◆ TASK TO CARRY OUT:
In the data below, count how many lines contain "every" and give that number by itself.

Collected data
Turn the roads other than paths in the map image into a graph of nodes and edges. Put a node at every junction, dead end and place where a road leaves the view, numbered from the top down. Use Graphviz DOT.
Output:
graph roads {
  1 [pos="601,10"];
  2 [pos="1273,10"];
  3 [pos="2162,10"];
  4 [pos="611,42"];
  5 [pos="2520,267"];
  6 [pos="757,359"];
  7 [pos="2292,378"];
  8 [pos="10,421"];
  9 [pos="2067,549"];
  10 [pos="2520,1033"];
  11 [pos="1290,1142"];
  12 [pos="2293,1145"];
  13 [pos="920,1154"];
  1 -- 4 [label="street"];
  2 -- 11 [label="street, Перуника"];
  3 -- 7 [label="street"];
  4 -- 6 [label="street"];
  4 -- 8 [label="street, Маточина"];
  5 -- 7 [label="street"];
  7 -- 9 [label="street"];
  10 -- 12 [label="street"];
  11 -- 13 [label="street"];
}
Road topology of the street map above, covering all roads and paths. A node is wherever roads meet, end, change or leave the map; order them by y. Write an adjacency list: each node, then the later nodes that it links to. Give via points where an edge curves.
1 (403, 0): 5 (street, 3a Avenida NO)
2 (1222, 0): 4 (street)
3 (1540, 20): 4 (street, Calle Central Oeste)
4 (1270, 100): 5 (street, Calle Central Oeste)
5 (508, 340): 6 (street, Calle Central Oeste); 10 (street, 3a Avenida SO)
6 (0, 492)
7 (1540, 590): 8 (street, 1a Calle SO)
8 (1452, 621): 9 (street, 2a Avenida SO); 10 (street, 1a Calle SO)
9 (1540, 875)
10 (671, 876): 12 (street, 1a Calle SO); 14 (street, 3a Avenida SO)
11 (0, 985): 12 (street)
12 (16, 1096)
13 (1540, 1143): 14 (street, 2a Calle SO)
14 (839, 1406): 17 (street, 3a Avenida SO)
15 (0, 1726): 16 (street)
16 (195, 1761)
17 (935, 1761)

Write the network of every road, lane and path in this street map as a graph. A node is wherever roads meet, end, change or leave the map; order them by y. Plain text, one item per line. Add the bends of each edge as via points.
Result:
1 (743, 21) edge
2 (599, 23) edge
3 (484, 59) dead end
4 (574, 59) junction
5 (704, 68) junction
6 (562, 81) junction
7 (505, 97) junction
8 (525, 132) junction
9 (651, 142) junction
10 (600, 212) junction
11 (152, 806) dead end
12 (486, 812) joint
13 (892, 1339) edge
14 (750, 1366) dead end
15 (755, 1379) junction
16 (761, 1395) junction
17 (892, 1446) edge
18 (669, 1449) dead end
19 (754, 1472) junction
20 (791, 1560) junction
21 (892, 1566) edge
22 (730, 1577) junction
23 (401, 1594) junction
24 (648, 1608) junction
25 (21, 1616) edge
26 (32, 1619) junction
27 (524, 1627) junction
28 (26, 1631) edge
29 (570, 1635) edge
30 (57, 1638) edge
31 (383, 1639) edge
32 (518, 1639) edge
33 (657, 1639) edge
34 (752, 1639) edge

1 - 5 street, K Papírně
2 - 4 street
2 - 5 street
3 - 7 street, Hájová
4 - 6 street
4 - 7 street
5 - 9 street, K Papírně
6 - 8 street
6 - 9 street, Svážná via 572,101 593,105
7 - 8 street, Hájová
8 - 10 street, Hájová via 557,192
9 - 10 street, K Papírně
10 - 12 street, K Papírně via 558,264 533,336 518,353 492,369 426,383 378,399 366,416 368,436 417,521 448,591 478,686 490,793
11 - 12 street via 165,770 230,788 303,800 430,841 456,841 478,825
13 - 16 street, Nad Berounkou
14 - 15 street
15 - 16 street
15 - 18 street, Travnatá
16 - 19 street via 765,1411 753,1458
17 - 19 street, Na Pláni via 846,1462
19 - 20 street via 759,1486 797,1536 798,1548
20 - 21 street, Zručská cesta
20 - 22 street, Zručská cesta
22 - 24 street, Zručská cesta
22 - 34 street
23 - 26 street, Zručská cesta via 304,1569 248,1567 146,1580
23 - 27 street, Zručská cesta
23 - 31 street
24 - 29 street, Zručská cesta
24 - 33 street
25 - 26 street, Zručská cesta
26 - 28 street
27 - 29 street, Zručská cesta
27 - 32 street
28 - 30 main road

◆ ANSWER SPACE:
2